2. The system as described in claim 1, characterized in that, The system includes: The first extraction module is used to identify and extract multiple entrances and exits within the target park. The second matching module is used to deploy multiple identity recognition devices based on the multiple entrances and exits, and to match the identities of park management personnel according to the multiple identity recognition devices to obtain multiple matched identities. The information entry module is used to adaptively enter information from the multiple matching identities to generate the personnel management information set.

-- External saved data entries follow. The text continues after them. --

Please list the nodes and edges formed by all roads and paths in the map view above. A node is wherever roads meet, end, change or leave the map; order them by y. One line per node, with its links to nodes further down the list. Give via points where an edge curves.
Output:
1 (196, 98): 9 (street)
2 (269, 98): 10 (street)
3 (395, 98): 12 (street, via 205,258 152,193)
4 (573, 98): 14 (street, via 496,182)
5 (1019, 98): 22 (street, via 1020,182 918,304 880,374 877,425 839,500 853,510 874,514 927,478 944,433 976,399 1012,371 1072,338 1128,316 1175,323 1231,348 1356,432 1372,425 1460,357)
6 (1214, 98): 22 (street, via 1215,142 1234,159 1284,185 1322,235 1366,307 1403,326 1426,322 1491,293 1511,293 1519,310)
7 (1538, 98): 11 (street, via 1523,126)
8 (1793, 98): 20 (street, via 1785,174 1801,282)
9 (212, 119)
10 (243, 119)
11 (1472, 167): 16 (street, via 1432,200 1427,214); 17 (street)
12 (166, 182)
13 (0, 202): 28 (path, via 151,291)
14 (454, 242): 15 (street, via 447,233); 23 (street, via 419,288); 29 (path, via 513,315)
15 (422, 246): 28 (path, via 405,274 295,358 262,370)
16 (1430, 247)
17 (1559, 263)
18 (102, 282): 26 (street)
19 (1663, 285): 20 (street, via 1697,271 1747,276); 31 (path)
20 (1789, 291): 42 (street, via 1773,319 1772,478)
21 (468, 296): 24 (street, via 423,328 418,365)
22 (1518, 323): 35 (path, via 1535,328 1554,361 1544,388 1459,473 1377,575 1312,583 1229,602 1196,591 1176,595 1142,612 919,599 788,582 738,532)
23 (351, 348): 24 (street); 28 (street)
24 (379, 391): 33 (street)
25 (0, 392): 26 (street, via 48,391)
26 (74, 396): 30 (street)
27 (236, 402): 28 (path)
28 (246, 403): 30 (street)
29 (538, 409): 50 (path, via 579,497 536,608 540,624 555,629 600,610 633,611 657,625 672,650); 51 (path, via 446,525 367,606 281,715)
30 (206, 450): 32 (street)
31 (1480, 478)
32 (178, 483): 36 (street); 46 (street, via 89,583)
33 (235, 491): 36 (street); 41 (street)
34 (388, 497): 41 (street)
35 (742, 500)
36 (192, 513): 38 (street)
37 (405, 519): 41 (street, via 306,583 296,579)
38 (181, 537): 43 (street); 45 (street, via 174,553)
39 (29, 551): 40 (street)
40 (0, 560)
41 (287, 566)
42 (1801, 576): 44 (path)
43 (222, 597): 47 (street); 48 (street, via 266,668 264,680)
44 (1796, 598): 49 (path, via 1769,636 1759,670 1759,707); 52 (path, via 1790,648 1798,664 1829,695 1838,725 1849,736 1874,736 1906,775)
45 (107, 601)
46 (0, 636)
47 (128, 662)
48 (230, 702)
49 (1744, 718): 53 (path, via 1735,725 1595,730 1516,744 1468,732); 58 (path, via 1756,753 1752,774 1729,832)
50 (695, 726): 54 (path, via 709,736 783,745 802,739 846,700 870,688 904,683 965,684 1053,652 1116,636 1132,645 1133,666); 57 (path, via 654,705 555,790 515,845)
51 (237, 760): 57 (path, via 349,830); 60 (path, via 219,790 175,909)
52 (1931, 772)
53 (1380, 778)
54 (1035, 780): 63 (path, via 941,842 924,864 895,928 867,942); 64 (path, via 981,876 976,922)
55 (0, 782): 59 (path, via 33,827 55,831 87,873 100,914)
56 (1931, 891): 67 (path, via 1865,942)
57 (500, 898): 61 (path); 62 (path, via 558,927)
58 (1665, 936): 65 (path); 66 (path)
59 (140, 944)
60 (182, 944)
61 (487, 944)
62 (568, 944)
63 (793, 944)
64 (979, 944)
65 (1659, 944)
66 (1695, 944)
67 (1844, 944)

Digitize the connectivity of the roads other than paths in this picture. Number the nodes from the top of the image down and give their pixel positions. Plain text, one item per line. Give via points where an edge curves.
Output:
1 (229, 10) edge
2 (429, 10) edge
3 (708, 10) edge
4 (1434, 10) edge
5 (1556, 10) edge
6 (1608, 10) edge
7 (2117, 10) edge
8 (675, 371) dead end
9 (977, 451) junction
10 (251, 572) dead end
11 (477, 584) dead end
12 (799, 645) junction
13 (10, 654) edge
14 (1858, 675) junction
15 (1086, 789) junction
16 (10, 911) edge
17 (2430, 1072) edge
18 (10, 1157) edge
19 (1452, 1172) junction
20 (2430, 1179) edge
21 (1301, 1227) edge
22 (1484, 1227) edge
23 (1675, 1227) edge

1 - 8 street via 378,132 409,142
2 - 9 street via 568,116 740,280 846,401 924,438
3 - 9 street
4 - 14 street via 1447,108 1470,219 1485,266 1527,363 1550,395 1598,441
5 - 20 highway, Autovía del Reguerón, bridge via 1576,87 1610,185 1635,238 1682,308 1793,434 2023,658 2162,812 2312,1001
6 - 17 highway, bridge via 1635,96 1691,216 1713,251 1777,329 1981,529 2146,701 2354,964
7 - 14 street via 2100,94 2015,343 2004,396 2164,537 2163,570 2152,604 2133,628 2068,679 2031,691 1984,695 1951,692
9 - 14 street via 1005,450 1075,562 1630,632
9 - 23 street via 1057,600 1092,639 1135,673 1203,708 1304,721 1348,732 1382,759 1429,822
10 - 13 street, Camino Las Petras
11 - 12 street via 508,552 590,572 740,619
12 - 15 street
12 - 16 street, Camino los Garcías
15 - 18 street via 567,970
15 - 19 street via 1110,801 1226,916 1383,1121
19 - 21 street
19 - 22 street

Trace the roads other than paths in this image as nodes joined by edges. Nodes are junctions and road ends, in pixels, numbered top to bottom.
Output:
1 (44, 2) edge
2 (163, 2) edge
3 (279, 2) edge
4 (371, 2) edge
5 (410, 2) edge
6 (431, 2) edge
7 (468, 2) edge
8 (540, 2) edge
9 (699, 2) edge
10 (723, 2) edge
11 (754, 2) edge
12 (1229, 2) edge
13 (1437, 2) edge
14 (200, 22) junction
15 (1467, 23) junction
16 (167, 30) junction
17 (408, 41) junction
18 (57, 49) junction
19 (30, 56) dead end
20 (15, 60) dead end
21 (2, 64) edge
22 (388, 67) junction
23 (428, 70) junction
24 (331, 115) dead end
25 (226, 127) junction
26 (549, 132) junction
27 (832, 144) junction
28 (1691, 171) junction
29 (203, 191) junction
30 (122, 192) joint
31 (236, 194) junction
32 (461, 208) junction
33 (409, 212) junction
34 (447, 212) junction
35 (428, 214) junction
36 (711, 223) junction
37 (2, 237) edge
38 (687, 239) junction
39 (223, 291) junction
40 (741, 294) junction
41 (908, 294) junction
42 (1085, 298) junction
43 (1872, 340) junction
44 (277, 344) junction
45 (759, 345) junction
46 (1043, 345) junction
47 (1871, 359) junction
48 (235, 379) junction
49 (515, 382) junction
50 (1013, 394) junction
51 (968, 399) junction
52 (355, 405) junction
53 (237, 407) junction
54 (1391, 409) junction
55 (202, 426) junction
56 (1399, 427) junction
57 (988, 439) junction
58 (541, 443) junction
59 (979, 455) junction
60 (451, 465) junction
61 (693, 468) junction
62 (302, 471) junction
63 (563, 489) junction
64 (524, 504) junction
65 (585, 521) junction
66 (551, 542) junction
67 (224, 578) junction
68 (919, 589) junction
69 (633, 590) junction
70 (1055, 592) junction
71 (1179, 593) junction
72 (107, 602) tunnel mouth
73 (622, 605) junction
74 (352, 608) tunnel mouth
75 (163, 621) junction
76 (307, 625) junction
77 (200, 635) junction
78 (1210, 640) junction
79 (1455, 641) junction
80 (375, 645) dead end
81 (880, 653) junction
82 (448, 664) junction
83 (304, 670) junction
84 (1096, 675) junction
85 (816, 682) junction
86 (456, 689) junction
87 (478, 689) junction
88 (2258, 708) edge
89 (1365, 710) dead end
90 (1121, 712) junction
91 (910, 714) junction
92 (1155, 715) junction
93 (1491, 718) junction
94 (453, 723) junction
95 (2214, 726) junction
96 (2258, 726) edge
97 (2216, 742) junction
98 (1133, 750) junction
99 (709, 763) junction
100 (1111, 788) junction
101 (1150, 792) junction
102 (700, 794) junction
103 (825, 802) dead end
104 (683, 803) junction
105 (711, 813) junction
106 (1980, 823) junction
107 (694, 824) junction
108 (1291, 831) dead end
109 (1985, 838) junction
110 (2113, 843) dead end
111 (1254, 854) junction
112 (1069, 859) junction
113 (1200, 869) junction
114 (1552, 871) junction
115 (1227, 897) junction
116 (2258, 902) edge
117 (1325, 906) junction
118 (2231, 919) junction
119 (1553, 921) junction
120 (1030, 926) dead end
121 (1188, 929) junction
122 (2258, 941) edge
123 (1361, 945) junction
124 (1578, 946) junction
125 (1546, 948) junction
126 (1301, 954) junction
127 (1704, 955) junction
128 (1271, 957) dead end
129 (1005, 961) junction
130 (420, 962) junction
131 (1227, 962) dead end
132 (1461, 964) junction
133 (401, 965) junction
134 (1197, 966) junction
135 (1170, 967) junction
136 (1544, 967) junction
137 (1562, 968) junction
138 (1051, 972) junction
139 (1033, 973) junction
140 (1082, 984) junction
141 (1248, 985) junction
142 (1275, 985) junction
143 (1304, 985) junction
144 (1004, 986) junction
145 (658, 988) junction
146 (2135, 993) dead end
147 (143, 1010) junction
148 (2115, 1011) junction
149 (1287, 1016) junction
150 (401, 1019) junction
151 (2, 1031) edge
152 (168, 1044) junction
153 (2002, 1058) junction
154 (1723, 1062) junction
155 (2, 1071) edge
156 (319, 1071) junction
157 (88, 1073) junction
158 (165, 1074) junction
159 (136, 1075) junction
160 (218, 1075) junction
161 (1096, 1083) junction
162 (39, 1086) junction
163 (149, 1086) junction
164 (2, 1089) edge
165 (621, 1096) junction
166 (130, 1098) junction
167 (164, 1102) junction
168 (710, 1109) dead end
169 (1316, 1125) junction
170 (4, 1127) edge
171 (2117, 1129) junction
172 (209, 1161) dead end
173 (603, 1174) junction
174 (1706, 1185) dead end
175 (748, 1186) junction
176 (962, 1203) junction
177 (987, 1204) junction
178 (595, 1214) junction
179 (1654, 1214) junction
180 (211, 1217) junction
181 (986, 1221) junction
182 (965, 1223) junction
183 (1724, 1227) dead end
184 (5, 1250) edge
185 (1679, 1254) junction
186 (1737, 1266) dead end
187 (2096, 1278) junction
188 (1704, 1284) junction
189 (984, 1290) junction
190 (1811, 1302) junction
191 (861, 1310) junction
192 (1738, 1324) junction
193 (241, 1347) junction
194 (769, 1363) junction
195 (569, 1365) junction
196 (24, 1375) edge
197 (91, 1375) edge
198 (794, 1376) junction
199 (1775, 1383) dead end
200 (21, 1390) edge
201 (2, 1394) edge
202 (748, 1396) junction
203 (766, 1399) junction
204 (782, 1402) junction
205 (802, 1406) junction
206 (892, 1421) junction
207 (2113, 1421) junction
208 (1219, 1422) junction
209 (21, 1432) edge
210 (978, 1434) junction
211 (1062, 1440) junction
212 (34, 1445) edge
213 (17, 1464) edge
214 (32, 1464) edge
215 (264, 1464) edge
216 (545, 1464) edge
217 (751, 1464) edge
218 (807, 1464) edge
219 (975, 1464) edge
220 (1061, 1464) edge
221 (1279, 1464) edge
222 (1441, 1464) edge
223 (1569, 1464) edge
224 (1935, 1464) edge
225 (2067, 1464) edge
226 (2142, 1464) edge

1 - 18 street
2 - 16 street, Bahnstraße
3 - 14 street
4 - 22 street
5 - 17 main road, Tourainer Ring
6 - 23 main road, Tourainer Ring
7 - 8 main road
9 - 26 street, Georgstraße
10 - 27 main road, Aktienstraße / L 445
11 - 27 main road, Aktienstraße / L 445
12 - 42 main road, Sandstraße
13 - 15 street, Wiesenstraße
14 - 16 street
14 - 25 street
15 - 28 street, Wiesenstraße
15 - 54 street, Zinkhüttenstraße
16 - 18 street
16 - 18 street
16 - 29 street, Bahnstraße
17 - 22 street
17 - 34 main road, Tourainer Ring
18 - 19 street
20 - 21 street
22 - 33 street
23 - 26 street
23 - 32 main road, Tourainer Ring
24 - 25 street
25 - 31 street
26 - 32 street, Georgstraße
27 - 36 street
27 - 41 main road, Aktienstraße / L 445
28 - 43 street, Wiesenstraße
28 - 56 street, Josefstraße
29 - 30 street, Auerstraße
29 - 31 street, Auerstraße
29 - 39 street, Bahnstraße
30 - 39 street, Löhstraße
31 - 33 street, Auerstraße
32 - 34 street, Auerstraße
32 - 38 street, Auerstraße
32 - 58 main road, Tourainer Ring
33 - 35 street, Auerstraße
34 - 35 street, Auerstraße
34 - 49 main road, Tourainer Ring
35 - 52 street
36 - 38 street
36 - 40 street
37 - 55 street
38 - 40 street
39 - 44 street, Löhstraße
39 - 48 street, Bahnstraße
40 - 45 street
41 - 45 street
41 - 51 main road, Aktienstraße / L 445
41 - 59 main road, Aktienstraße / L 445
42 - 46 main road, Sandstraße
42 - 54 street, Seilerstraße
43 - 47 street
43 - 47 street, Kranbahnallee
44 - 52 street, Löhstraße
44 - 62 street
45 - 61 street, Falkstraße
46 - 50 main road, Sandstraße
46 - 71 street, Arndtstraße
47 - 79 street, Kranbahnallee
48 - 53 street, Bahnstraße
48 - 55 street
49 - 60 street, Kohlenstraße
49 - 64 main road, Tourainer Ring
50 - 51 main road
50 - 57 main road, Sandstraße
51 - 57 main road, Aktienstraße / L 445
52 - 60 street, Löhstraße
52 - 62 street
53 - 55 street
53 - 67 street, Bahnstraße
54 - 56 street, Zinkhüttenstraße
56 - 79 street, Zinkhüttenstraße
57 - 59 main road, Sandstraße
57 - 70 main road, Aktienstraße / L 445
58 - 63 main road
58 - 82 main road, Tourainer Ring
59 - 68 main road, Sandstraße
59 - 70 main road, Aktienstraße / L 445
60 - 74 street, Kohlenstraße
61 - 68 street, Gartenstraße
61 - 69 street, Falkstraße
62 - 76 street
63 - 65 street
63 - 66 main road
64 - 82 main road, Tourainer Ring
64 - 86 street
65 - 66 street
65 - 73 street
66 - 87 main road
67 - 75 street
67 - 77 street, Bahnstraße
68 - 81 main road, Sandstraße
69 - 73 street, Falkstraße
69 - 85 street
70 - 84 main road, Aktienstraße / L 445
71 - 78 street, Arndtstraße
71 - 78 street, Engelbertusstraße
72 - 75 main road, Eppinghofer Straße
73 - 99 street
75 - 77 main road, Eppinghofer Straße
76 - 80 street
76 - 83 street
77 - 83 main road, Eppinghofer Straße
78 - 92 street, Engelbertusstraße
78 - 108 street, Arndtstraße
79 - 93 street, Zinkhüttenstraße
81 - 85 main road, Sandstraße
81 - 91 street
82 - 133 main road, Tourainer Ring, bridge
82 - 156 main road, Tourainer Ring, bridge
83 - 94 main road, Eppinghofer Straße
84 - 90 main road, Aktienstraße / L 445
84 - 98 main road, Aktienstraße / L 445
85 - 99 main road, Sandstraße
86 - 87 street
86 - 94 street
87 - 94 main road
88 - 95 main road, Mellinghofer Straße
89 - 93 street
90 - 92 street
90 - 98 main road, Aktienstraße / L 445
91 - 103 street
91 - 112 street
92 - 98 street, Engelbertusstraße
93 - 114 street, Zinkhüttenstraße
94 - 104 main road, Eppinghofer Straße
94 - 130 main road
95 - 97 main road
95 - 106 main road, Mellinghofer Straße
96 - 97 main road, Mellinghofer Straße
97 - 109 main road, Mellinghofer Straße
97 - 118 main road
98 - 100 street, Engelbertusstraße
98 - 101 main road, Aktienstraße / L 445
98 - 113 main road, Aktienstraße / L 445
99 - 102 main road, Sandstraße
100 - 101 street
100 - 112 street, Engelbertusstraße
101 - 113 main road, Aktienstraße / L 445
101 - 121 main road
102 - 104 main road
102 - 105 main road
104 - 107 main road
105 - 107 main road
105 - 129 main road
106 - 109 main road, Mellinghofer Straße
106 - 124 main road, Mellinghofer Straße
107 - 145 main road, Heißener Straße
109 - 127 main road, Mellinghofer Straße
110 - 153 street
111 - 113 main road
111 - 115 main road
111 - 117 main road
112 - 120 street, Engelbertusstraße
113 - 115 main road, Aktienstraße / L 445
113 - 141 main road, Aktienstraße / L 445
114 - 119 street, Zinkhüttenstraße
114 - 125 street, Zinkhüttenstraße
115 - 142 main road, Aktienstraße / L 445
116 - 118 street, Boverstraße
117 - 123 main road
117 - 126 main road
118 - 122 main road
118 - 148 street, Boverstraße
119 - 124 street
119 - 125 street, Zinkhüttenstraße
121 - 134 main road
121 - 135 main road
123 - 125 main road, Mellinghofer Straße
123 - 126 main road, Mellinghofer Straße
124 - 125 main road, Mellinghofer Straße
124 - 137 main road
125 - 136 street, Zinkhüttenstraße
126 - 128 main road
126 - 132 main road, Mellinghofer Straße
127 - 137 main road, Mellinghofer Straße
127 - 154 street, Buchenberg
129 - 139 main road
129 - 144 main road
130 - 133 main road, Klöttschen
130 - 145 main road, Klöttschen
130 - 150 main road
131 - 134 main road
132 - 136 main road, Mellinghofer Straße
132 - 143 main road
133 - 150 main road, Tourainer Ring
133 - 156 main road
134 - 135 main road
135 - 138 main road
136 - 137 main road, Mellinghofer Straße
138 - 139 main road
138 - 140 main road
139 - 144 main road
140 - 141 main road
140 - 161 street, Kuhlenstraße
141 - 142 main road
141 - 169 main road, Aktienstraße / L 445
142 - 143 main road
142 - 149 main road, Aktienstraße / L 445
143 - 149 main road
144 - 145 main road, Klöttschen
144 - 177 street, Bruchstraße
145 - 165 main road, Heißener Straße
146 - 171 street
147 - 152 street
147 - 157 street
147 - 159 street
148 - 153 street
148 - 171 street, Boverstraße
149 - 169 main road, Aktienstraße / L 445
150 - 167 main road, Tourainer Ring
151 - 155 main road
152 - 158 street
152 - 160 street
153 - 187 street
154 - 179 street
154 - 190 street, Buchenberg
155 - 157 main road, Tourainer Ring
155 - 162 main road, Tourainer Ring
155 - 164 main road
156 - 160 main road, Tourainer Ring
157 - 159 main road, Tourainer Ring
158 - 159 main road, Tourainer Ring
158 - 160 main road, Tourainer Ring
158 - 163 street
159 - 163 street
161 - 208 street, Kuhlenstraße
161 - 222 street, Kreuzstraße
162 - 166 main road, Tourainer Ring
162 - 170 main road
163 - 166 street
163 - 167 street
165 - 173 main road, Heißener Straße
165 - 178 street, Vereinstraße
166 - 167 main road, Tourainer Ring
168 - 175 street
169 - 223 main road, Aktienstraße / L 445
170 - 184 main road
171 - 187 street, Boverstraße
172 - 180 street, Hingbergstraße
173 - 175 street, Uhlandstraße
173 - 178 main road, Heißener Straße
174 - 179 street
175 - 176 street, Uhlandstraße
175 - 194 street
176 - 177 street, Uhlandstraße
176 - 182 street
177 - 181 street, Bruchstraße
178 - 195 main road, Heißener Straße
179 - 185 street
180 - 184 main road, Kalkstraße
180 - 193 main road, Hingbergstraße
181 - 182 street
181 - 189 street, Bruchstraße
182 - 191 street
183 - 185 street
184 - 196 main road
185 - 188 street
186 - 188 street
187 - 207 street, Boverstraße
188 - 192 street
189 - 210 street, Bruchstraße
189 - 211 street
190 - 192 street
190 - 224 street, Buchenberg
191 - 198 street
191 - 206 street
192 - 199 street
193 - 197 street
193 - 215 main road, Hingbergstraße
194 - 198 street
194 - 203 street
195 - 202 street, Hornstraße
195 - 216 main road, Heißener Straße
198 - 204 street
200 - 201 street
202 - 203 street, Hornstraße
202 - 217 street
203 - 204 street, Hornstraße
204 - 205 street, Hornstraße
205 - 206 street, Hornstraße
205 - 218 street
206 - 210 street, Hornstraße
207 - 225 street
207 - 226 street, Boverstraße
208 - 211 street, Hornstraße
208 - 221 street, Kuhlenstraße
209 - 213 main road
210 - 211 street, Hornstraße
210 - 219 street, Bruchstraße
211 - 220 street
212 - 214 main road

3. The system as described in claim 1, characterized in that, The system includes: The second extraction module is used to extract multiple job information of park management personnel based on the personnel management information set; A segmentation module is used to segment permission levels based on the multiple job information and generate multiple permission levels. The second verification module is used to verify the access control of the target park through the multiple permission levels and generate multiple verification messages. The third matching module is used to match the multiple verification information with multiple access control methods; The information integration module is used to integrate the multiple permission levels and the multiple access control methods to generate the authorized personnel information database.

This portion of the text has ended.